Big Boy e o Baile da pesada
“Hello crazy people!”: ao ouvir essa saudação, nos anos 1960 e 70, o público sabia que estava começando o “Big Boy Show”. Apresentado por Newton Duarte, o carismático e irreverente radialista mais conhecido como Big Boy, o programa da Rádio Mundial AM começava sempre com o bordão “a Mundial é shoooow musical!”. Animado, dançante e inovador, o ali era lançado em primeira mão as novidades da música estrangeira e transformou para sempre a linguagem do rádio brasileiro, trazendo uma abordagem mais jovem, espontânea e próxima do público.

Durante o dia, Newton Duarte era um tímido professor de geografia; à noite, tornava-se o mais importante disc jockey (ou, simplesmente, dj) do país. Foi por suas mãos, ainda na Rádio Tamoio AM, que o histórico álbum Sgt. Pepper’s Lonely Hearts Club Band, dos Beatles, foi tocado pela primeira vez no Brasil, em 1967. O radialista também foi responsável por introduzir no país sons psicodélicos, progressivos, hard rocks, além de muita black e soul music — tudo isso em plena ditadura militar.
Seu estilo meio enlouquecido, sua paixão pela música e sua discoteca monumental garantiram-lhe um sucesso precoce no rádio. Quando o Grupo Globo adquiriu a Rádio Mundial, em 1966, o jornalista e poeta Reynaldo Jardim teve a missão de dar uma nova identidade a uma emissora até então voltada à programação religiosa. A mudança foi radical, mas bem-sucedida, principalmente com a contratação de Newton Duarte, que adotou o apelido de Big Boy e incorporou uma linguagem jovial, cheia de gírias e expressões que contrastavam completamente com os locutores tradicionais. Diariamente, das 15h às 16h — e, posteriormente, das 18h às 19h —, o Rio de Janeiro parava para ouvir o inconfundível “Hello, crazy people!”.
/i.s3.glbimg.com/v1/AUTH_59edd422c0c84a879bd37670ae4f538a/internal_photos/bs/2020/v/r/TGBbrJTE622oeNgzUB2Q/baileflyer.jpg)
Big Boy ajudou a mudar a história da música popular no Brasil para além das ondas do rádio. Em parceria com o discotecário Ademir Lemos, ele idealizou, nos anos 1970, os lendários Bailes da Pesada — eventos que se tornaram verdadeiros marcos culturais e sociais da juventude carioca. O primeiro deles ocorreu em 12 de julho de 1970, no Canecão, em Botafogo, reunindo cerca de cinco mil pessoas para dançar ao som de James Brown, Marvin Gaye, Stevie Wonder e outros ídolos da soul music. Pela primeira vez, o público carioca vivia uma experiência coletiva de música negra amplificada por potentes sistemas de som, com luzes, vinis girando e o próprio Big Boy comandando o microfone, repetindo outra de suas máximas: “o DJ é o espetáculo”.

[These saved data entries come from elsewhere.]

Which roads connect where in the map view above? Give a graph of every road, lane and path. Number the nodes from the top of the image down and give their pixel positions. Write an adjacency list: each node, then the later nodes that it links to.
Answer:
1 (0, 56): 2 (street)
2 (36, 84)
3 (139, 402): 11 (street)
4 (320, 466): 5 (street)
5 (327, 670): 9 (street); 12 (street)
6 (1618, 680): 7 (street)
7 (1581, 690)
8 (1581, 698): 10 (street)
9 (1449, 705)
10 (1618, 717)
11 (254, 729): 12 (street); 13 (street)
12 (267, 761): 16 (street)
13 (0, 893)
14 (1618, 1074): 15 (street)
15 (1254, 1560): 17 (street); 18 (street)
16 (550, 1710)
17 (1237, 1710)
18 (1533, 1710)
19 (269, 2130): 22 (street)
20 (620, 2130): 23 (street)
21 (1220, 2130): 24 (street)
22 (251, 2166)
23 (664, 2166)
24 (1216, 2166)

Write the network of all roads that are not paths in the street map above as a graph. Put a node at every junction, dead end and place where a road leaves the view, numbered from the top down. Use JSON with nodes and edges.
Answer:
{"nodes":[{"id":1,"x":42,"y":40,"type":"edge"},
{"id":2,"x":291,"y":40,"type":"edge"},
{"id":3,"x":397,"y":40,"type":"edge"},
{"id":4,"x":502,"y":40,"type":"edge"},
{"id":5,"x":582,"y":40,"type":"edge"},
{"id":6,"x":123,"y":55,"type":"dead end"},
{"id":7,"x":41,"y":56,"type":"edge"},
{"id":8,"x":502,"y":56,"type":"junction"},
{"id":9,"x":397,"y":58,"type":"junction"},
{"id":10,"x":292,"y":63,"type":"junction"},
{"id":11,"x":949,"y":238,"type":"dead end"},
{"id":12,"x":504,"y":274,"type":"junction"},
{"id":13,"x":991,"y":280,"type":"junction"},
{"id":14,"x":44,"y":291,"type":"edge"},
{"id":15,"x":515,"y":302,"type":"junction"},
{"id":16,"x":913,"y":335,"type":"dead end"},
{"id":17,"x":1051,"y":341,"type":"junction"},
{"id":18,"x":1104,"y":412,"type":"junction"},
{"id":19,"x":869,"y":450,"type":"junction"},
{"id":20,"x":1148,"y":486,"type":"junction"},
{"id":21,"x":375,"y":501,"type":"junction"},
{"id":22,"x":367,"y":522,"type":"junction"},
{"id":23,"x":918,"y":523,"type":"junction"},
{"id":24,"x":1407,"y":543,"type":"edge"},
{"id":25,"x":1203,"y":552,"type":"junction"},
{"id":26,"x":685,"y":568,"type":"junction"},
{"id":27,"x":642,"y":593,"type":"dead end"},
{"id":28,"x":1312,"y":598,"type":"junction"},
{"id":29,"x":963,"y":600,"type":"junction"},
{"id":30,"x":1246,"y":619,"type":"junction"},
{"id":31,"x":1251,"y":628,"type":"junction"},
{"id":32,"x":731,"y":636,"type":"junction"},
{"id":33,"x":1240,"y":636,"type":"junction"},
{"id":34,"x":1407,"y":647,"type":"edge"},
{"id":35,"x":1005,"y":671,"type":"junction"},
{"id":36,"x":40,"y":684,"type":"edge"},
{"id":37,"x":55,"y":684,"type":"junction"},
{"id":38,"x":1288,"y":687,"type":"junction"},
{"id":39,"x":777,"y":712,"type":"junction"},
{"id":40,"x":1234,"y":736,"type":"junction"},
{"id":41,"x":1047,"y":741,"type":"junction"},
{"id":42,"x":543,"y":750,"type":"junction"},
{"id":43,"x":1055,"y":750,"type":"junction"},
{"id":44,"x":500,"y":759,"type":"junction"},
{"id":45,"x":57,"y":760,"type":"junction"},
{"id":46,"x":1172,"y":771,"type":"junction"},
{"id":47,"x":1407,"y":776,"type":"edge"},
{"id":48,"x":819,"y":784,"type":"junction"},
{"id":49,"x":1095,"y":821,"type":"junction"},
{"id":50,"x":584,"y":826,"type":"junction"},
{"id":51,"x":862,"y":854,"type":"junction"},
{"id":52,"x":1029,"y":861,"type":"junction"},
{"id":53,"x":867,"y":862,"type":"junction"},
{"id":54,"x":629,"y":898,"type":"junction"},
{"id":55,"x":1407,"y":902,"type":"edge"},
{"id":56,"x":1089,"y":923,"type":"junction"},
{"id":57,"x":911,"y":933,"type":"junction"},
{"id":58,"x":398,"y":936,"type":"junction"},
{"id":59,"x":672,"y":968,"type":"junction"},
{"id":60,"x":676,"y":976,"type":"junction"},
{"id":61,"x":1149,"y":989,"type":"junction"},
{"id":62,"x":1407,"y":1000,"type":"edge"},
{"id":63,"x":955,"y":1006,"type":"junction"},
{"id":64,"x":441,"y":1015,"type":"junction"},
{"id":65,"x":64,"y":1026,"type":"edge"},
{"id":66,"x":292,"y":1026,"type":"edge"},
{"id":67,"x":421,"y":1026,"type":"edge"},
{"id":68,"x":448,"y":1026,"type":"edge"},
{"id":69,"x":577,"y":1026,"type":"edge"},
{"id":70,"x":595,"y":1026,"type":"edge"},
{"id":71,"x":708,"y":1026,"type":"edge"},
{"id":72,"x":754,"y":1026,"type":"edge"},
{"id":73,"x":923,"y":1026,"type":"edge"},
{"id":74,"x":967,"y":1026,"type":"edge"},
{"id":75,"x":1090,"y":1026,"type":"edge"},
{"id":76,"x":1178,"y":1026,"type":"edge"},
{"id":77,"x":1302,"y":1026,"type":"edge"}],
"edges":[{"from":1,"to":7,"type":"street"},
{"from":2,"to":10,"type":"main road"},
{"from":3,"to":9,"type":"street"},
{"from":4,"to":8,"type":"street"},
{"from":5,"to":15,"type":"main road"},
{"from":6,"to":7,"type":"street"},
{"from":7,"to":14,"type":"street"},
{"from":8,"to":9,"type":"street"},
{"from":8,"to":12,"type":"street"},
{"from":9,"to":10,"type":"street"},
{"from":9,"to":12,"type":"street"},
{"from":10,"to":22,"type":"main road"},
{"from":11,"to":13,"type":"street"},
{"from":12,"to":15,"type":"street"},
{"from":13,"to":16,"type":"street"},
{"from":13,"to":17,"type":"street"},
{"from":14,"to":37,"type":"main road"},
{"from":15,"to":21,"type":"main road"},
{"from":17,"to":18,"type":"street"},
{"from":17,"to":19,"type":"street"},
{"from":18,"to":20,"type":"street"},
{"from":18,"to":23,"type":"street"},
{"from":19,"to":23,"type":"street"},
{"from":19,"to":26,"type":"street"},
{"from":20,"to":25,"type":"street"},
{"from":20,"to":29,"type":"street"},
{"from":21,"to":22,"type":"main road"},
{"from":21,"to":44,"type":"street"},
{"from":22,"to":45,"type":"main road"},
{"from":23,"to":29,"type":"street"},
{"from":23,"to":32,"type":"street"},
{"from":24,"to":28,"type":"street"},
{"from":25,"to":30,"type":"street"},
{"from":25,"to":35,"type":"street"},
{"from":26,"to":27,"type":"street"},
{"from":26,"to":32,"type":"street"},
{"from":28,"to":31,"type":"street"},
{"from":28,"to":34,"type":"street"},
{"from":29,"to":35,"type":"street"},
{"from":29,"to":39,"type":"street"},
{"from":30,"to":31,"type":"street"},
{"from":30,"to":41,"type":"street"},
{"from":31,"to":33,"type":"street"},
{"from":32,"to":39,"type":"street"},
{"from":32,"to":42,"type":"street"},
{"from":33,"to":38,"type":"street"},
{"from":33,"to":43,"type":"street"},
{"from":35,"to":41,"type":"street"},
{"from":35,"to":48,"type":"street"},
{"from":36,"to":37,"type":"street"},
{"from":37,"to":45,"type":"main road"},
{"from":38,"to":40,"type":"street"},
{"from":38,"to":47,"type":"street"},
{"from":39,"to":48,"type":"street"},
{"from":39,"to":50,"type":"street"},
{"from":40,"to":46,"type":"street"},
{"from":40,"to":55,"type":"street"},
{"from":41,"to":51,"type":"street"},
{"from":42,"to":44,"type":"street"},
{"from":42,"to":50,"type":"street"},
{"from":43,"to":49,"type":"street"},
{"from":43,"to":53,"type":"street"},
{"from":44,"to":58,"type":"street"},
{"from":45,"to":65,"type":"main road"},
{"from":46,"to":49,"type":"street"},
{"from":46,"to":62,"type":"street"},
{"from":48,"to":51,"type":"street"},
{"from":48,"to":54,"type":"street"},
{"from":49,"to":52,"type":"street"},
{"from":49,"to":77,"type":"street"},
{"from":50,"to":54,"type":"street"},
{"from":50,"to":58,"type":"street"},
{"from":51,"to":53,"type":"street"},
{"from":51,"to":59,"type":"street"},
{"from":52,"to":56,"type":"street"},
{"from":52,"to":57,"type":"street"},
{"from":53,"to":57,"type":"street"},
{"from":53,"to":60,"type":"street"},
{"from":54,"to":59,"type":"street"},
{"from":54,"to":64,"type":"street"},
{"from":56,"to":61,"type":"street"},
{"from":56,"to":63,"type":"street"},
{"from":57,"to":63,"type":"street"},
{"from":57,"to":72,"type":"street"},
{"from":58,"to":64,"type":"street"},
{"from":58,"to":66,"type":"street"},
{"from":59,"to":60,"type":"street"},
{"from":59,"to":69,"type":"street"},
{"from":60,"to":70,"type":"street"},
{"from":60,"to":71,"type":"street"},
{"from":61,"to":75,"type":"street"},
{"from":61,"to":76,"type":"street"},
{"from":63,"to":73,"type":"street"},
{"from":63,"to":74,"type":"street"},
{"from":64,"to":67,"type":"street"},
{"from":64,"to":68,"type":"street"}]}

O sucesso foi imediato, e os bailes se multiplicaram, migrando rapidamente para clubes e ginásios da Zona Norte e do subúrbio, como o Magnatas, no Rocha, o Mackenzie e o Renascença, no Méier. A mudança geográfica transformou o movimento: ao sair da Zona Sul, os bailes passaram a atrair principalmente a juventude negra e periférica, que encontrou neles um espaço de pertencimento, expressão e orgulho. Não eram apenas festas dançantes — eram celebrações de identidade. Ali se afirmavam visualidades e comportamentos inspirados na cultura afro-americana: roupas coloridas, sapatos de plataforma, cabelos black power, passos coreografados… Era o surgimento de um novo modo de ser e de se ver negro no Brasil urbano dos anos 1970.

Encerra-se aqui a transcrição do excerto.